- _Record excerpts_
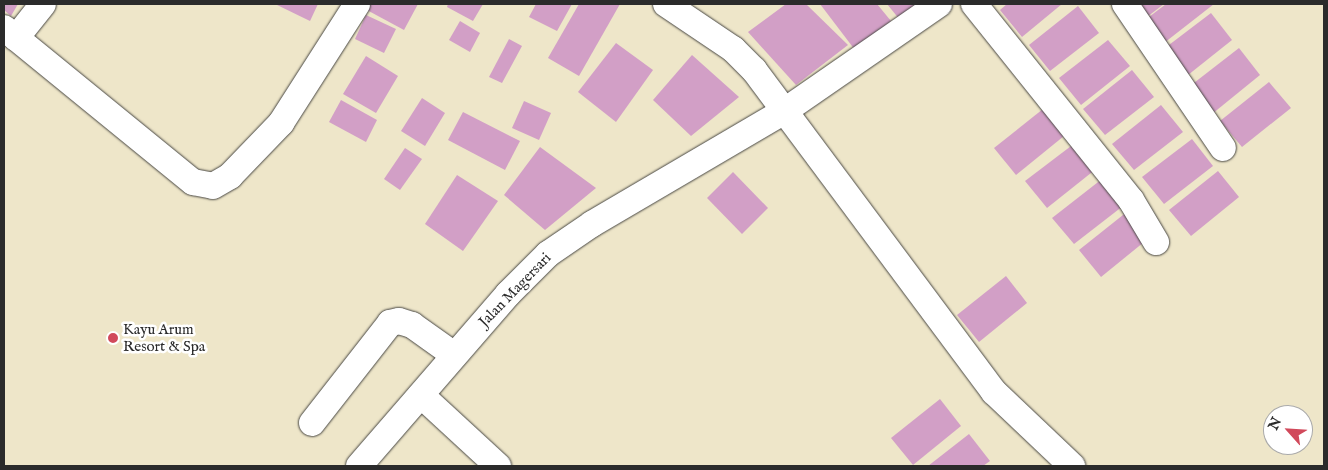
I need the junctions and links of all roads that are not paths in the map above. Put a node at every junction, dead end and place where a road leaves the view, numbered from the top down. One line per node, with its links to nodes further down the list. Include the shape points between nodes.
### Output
1 (43, 4): 7 (street)
2 (357, 4): 7 (street, via 281,123 230,176 213,186 193,182)
3 (666, 4): 8 (street, via 732,49)
4 (939, 4): 8 (street, Jalan Magersari)
5 (974, 4): 10 (street, via 1131,200)
6 (1125, 4): 9 (street)
7 (9, 36)
8 (786, 110): 11 (street, Jalan Magersari, via 592,224 548,254); 16 (street, via 994,392)
9 (1223, 148)
10 (1156, 242)
11 (454, 355): 12 (street, Jalan Magersari); 13 (street, via 412,325 399,321 390,323)
12 (421, 395): 14 (street, Jalan Magersari); 15 (street)
13 (312, 423)
14 (359, 466)
15 (498, 466)
16 (1072, 466)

- _Your task_
Give back each line above verbatim, dropping every picture.

- _Solution for this task_
I need the junctions and links of all roads that are not paths in the map above. Put a node at every junction, dead end and place where a road leaves the view, numbered from the top down. One line per node, with its links to nodes further down the list. Include the shape points between nodes.
### Output
1 (43, 4): 7 (street)
2 (357, 4): 7 (street, via 281,123 230,176 213,186 193,182)
3 (666, 4): 8 (street, via 732,49)
4 (939, 4): 8 (street, Jalan Magersari)
5 (974, 4): 10 (street, via 1131,200)
6 (1125, 4): 9 (street)
7 (9, 36)
8 (786, 110): 11 (street, Jalan Magersari, via 592,224 548,254); 16 (street, via 994,392)
9 (1223, 148)
10 (1156, 242)
11 (454, 355): 12 (street, Jalan Magersari); 13 (street, via 412,325 399,321 390,323)
12 (421, 395): 14 (street, Jalan Magersari); 15 (street)
13 (312, 423)
14 (359, 466)
15 (498, 466)
16 (1072, 466)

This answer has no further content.